Transcribe the entire listing exactly.
*** Raw data ***
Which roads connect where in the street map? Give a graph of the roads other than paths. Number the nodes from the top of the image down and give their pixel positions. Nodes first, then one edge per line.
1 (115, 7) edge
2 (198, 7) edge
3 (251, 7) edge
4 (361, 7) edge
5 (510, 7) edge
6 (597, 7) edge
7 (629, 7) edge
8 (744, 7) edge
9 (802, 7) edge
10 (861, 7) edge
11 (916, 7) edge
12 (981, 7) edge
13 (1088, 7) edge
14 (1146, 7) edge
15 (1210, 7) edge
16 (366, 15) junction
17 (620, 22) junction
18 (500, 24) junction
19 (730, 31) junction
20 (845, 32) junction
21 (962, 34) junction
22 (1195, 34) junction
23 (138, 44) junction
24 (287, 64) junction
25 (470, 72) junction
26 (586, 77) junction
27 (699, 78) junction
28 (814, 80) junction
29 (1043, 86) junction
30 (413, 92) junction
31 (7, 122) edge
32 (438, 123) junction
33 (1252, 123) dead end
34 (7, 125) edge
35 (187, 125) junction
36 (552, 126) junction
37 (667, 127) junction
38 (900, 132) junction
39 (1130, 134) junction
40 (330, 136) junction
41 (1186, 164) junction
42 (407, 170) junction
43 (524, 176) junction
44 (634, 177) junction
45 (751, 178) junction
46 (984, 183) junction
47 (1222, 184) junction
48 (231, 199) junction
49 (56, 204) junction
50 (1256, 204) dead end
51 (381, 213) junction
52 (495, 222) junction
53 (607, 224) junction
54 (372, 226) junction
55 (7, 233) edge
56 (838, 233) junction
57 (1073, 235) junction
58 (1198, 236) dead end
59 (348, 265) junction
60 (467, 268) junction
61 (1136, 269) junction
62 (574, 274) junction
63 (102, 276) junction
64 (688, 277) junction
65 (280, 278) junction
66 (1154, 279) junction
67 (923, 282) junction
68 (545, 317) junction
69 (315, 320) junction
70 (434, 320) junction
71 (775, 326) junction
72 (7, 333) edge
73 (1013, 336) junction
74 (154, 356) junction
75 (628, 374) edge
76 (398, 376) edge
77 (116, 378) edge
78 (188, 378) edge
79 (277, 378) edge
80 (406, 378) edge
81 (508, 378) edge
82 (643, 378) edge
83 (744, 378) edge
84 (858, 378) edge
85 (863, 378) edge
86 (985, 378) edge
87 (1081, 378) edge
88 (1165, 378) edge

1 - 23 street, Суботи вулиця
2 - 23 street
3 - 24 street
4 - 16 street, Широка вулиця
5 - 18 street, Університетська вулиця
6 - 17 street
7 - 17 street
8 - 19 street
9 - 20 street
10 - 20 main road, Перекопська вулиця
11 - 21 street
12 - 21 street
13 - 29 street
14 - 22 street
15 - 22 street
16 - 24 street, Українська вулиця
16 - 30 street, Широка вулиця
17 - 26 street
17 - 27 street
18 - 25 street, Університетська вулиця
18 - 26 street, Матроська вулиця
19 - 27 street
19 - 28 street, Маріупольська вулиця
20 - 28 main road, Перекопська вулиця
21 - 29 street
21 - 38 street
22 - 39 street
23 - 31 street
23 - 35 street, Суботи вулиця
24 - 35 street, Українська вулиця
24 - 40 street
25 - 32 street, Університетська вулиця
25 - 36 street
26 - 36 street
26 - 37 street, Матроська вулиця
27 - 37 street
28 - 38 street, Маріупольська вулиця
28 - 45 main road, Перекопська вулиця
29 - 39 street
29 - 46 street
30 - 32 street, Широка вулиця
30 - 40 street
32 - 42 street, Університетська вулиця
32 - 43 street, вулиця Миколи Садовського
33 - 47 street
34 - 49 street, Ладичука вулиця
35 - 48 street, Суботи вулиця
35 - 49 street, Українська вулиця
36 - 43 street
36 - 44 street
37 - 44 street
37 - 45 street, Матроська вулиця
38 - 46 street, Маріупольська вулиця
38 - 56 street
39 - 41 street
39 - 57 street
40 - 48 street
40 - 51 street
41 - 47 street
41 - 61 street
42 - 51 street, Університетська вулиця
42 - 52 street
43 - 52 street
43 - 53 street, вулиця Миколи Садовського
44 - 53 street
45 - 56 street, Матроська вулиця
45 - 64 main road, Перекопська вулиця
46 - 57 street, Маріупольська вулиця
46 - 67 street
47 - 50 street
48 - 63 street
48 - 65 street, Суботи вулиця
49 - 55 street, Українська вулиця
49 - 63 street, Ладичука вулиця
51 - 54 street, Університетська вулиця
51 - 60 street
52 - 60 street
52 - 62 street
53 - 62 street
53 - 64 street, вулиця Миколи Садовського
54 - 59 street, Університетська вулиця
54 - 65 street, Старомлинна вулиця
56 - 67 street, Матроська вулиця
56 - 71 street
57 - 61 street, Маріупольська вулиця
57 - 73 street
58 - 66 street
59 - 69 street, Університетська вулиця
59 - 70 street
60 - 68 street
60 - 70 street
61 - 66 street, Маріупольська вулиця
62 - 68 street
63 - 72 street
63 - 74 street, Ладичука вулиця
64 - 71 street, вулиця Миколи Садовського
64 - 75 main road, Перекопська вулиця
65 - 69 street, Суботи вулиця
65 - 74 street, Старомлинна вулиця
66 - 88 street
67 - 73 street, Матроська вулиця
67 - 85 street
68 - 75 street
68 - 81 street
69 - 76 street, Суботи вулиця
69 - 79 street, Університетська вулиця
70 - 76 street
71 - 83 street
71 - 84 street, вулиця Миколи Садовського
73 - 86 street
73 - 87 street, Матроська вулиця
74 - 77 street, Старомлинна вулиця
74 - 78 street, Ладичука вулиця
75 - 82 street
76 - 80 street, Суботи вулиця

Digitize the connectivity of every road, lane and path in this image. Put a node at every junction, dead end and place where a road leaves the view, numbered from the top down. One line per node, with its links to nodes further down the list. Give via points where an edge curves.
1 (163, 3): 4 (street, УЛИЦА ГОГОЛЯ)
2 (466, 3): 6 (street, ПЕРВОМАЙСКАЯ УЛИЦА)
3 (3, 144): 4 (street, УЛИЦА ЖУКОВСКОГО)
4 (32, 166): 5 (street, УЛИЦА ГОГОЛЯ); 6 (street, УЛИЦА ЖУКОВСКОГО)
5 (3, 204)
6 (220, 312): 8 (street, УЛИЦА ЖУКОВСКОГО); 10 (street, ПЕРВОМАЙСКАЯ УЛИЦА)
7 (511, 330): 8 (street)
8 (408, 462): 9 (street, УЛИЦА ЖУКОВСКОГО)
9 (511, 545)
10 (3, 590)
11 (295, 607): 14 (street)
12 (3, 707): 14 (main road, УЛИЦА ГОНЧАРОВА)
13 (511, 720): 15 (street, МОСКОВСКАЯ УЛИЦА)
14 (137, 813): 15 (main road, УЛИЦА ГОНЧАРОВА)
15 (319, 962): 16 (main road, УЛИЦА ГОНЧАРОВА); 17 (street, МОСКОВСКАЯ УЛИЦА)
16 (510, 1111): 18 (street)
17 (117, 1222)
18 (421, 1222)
*** End of Raw data ***
## Solution for this exercise:
Which roads connect where in the street map? Give a graph of the roads other than paths. Number the nodes from the top of the image down and give their pixel positions. Nodes first, then one edge per line.
1 (115, 7) edge
2 (198, 7) edge
3 (251, 7) edge
4 (361, 7) edge
5 (510, 7) edge
6 (597, 7) edge
7 (629, 7) edge
8 (744, 7) edge
9 (802, 7) edge
10 (861, 7) edge
11 (916, 7) edge
12 (981, 7) edge
13 (1088, 7) edge
14 (1146, 7) edge
15 (1210, 7) edge
16 (366, 15) junction
17 (620, 22) junction
18 (500, 24) junction
19 (730, 31) junction
20 (845, 32) junction
21 (962, 34) junction
22 (1195, 34) junction
23 (138, 44) junction
24 (287, 64) junction
25 (470, 72) junction
26 (586, 77) junction
27 (699, 78) junction
28 (814, 80) junction
29 (1043, 86) junction
30 (413, 92) junction
31 (7, 122) edge
32 (438, 123) junction
33 (1252, 123) dead end
34 (7, 125) edge
35 (187, 125) junction
36 (552, 126) junction
37 (667, 127) junction
38 (900, 132) junction
39 (1130, 134) junction
40 (330, 136) junction
41 (1186, 164) junction
42 (407, 170) junction
43 (524, 176) junction
44 (634, 177) junction
45 (751, 178) junction
46 (984, 183) junction
47 (1222, 184) junction
48 (231, 199) junction
49 (56, 204) junction
50 (1256, 204) dead end
51 (381, 213) junction
52 (495, 222) junction
53 (607, 224) junction
54 (372, 226) junction
55 (7, 233) edge
56 (838, 233) junction
57 (1073, 235) junction
58 (1198, 236) dead end
59 (348, 265) junction
60 (467, 268) junction
61 (1136, 269) junction
62 (574, 274) junction
63 (102, 276) junction
64 (688, 277) junction
65 (280, 278) junction
66 (1154, 279) junction
67 (923, 282) junction
68 (545, 317) junction
69 (315, 320) junction
70 (434, 320) junction
71 (775, 326) junction
72 (7, 333) edge
73 (1013, 336) junction
74 (154, 356) junction
75 (628, 374) edge
76 (398, 376) edge
77 (116, 378) edge
78 (188, 378) edge
79 (277, 378) edge
80 (406, 378) edge
81 (508, 378) edge
82 (643, 378) edge
83 (744, 378) edge
84 (858, 378) edge
85 (863, 378) edge
86 (985, 378) edge
87 (1081, 378) edge
88 (1165, 378) edge

1 - 23 street, Суботи вулиця
2 - 23 street
3 - 24 street
4 - 16 street, Широка вулиця
5 - 18 street, Університетська вулиця
6 - 17 street
7 - 17 street
8 - 19 street
9 - 20 street
10 - 20 main road, Перекопська вулиця
11 - 21 street
12 - 21 street
13 - 29 street
14 - 22 street
15 - 22 street
16 - 24 street, Українська вулиця
16 - 30 street, Широка вулиця
17 - 26 street
17 - 27 street
18 - 25 street, Університетська вулиця
18 - 26 street, Матроська вулиця
19 - 27 street
19 - 28 street, Маріупольська вулиця
20 - 28 main road, Перекопська вулиця
21 - 29 street
21 - 38 street
22 - 39 street
23 - 31 street
23 - 35 street, Суботи вулиця
24 - 35 street, Українська вулиця
24 - 40 street
25 - 32 street, Університетська вулиця
25 - 36 street
26 - 36 street
26 - 37 street, Матроська вулиця
27 - 37 street
28 - 38 street, Маріупольська вулиця
28 - 45 main road, Перекопська вулиця
29 - 39 street
29 - 46 street
30 - 32 street, Широка вулиця
30 - 40 street
32 - 42 street, Університетська вулиця
32 - 43 street, вулиця Миколи Садовського
33 - 47 street
34 - 49 street, Ладичука вулиця
35 - 48 street, Суботи вулиця
35 - 49 street, Українська вулиця
36 - 43 street
36 - 44 street
37 - 44 street
37 - 45 street, Матроська вулиця
38 - 46 street, Маріупольська вулиця
38 - 56 street
39 - 41 street
39 - 57 street
40 - 48 street
40 - 51 street
41 - 47 street
41 - 61 street
42 - 51 street, Університетська вулиця
42 - 52 street
43 - 52 street
43 - 53 street, вулиця Миколи Садовського
44 - 53 street
45 - 56 street, Матроська вулиця
45 - 64 main road, Перекопська вулиця
46 - 57 street, Маріупольська вулиця
46 - 67 street
47 - 50 street
48 - 63 street
48 - 65 street, Суботи вулиця
49 - 55 street, Українська вулиця
49 - 63 street, Ладичука вулиця
51 - 54 street, Університетська вулиця
51 - 60 street
52 - 60 street
52 - 62 street
53 - 62 street
53 - 64 street, вулиця Миколи Садовського
54 - 59 street, Університетська вулиця
54 - 65 street, Старомлинна вулиця
56 - 67 street, Матроська вулиця
56 - 71 street
57 - 61 street, Маріупольська вулиця
57 - 73 street
58 - 66 street
59 - 69 street, Університетська вулиця
59 - 70 street
60 - 68 street
60 - 70 street
61 - 66 street, Маріупольська вулиця
62 - 68 street
63 - 72 street
63 - 74 street, Ладичука вулиця
64 - 71 street, вулиця Миколи Садовського
64 - 75 main road, Перекопська вулиця
65 - 69 street, Суботи вулиця
65 - 74 street, Старомлинна вулиця
66 - 88 street
67 - 73 street, Матроська вулиця
67 - 85 street
68 - 75 street
68 - 81 street
69 - 76 street, Суботи вулиця
69 - 79 street, Університетська вулиця
70 - 76 street
71 - 83 street
71 - 84 street, вулиця Миколи Садовського
73 - 86 street
73 - 87 street, Матроська вулиця
74 - 77 street, Старомлинна вулиця
74 - 78 street, Ладичука вулиця
75 - 82 street
76 - 80 street, Суботи вулиця

Digitize the connectivity of every road, lane and path in this image. Put a node at every junction, dead end and place where a road leaves the view, numbered from the top down. One line per node, with its links to nodes further down the list. Give via points where an edge curves.
1 (163, 3): 4 (street, УЛИЦА ГОГОЛЯ)
2 (466, 3): 6 (street, ПЕРВОМАЙСКАЯ УЛИЦА)
3 (3, 144): 4 (street, УЛИЦА ЖУКОВСКОГО)
4 (32, 166): 5 (street, УЛИЦА ГОГОЛЯ); 6 (street, УЛИЦА ЖУКОВСКОГО)
5 (3, 204)
6 (220, 312): 8 (street, УЛИЦА ЖУКОВСКОГО); 10 (street, ПЕРВОМАЙСКАЯ УЛИЦА)
7 (511, 330): 8 (street)
8 (408, 462): 9 (street, УЛИЦА ЖУКОВСКОГО)
9 (511, 545)
10 (3, 590)
11 (295, 607): 14 (street)
12 (3, 707): 14 (main road, УЛИЦА ГОНЧАРОВА)
13 (511, 720): 15 (street, МОСКОВСКАЯ УЛИЦА)
14 (137, 813): 15 (main road, УЛИЦА ГОНЧАРОВА)
15 (319, 962): 16 (main road, УЛИЦА ГОНЧАРОВА); 17 (street, МОСКОВСКАЯ УЛИЦА)
16 (510, 1111): 18 (street)
17 (117, 1222)
18 (421, 1222)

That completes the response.